Sunday, February 13, 2011

I think I'll turn my Fuck List into my Bucket List

I was sitting around sharing an incredible meal at Tao in Vegas a couple of months ago with friends, and the conversation turned to The Fuck List. My friends explained to me that this was a list of names that you compile with your spouse/partner - a list of the celebrities that, if given the chance, your partner would want to fuck and you would allow your partner to fuck. (Because, let's face it... it ain't ever gonna happen.)

Well, I don't have a list. And neither does B.Rube and it isn't anything that we've ever talked about before even. My friends asked who would be on my list, if I were to have one. After thinking about it for a moment, I had to admit that I didn't have anyone to put on my list. (most likely the reason why I don't have one to begin with.) My friends argued that this wasn't possible and insisted that there HAD to be someone famous that I would want to fuck.

Still, I came up blank.

I've never been one to idolize stars or create dreamy scenarios where I meet a celebrity, lock eyes, and proceed to find the nearest broom closet or bathroom stall. In fact, I've never wanted anyone who hasn't wanted me. If you don't want me (and CERTAINLY if you don't even know I exist!!), lusting after you is truly a waste of my valuable time.
So, I held my ground and offered no names.

Then, a few weeks ago while surfing the net, I saw the celebrity athlete that I would add to my Fuck List. Cheryl Bernard, Canada's hottest and most well-known curling skip.
Slightly peculiar pick perhaps. Not the first, second or even thirty-fourth name that one might come up with for me and my List. But, damn, she does it for me. She just does.



And the girl's got guns!! And, I, a strong weakness for women's incredible arms....


And, if the arms alone didn't capture you, this one's gotta arouse a dirty thought or two.


Fine Canadian specimen.

So, last night, I was at the Canucks game, with one of the same Vegas friends with whom this conversation originated. And just before the game, the Fuck List popped into memory and I excitedly told my friend that I had recently realized that I DO have someone for my List and told her about Cheryl. She had the usual shocked reaction that the couple others I've shared this with had. But, you can't really dispute someone's choices. So, she kinda smirked and nodded and found it all very interesting, I suppose.
And, right about then, the Canucks announcer began introducing some Olympic athletes onto the ice and ....there she was...."Cheryl Bernard"....!!

With hope building and eager persistence, I spent the next 150 minutes scanning the boxes and seats for another glimpse. To no avail.

I decided overnight to turn my Fuck List into my Bucket List... you know, to appease that competitive side of me and give me something to work towards. To make this List worthwhile.
I may have to take up curling.

(ANDDD...not only is B.Rube okay with my List, he even said he wouldn't mind watching. Shocking.)

8 comments:

Joanne Spilsbury said...

Hahahahahaa. the ONLY thing about this story that doesn't shock me is that B.Rube would enjoy watching! Sooo funny J! I missed you!

thelma said...

just wanted to be the first to comment on your newly resurrected site...welcome back!
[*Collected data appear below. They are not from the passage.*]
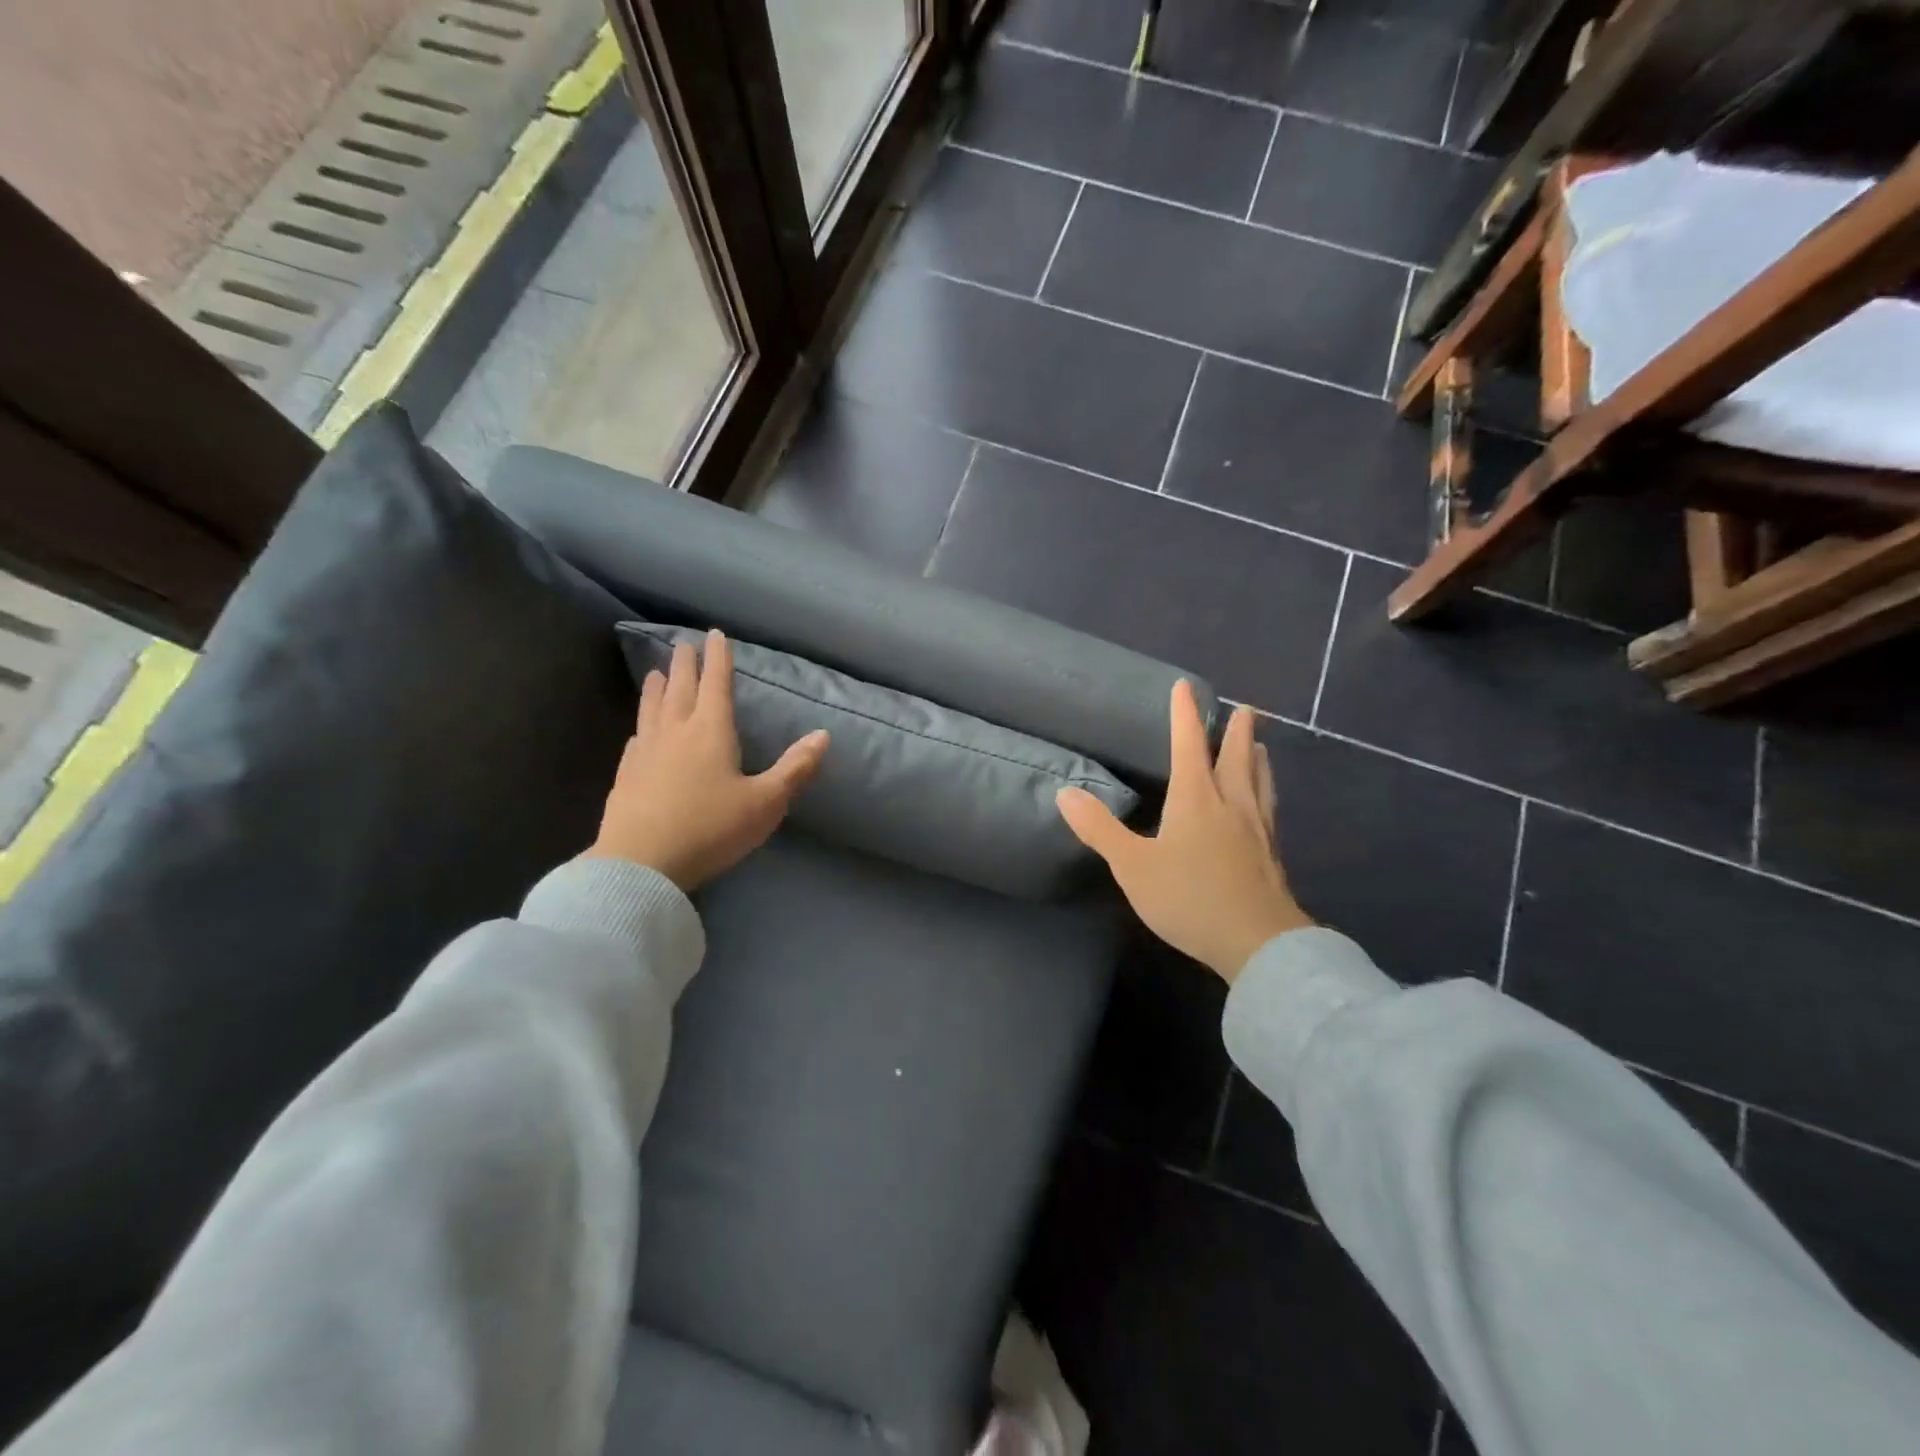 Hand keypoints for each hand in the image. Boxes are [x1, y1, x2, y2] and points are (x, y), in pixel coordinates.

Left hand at [587, 630, 828, 891]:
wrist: (641, 864)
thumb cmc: (711, 829)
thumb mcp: (766, 803)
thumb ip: (795, 768)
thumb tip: (823, 735)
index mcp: (711, 732)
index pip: (716, 684)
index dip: (718, 658)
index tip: (715, 634)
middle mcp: (676, 732)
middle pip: (680, 689)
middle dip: (685, 665)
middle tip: (684, 644)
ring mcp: (645, 753)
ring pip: (652, 709)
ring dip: (656, 688)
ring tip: (655, 673)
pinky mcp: (626, 776)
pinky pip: (636, 740)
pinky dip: (641, 727)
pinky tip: (638, 732)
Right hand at [1057, 683, 1309, 981]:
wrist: (1258, 943)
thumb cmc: (1189, 898)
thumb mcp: (1132, 866)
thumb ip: (1099, 829)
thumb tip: (1065, 792)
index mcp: (1196, 799)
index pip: (1188, 745)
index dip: (1184, 715)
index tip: (1184, 687)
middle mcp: (1231, 804)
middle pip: (1236, 757)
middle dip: (1238, 731)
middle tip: (1246, 709)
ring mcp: (1257, 829)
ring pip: (1259, 782)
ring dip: (1258, 758)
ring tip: (1261, 746)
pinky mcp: (1272, 855)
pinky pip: (1269, 809)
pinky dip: (1267, 792)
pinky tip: (1266, 805)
and for the record, there was not even a bit of shock in my reaction to your fuck list. keep trying, rube!

Anonymous said...

For a "I'm back" blog, I'll give this a 4 out of 10.
Sorry Rube....you can do better than this. And do you have to say the "F" word so much?

the rural rube said...

Harsh criticism from an anonymous poster.. ;o)

I have a couple of ideas about who you are. If it's not my mom, I'll tell you that she would have said the exact same thing, but scored me a 0 or 1, I suspect.
In fact, her words "I wasn't very impressed with your blog. In fact, if that's what you're going to write about, I won't even bother reading it."

Ha! Y'all know me. I got a great balance of everything goin' on...

You'll have to keep checking back in to make sure my content, my dirty mouth, and my high standard are all where they should be. ;o)

Dana said...

Joanne was telling me about your fuck list... and I gotta say, mine would have to be Ewen Mcgregor. He's a fine piece of Scottish manliness. mmm. I don't think my husband would be too keen to watch though. bummer. You'd best bring your fine Canadian yogi butt back to the mat soon! We miss you! xox

Anson said...

Ha! Brilliant post today. You should have seen your face when Cheryl Bernard walked onto the ice...priceless.

the rural rube said...

Hi Dana!!! I do miss my bikram peeps! Brenda and I saw Candace at the Canucks game on Saturday and she was giving me shit for avoiding the mat too!! Is my dirty old purple mat still there, btw, speaking of mats? Or have you thrown it out by now? I will plan on a bikram session next Tuesday. Are you there - working or practising??

Thanks Brenda! I'm sure my expression was a mixture of shock and drool. lol

Anson said...

Dana, OMG! We have the same person on our fuck list!!! What are the chances? My husband is very aware of my Ewan obsession...and is a.o.k. with it, but only because it's never gonna happen.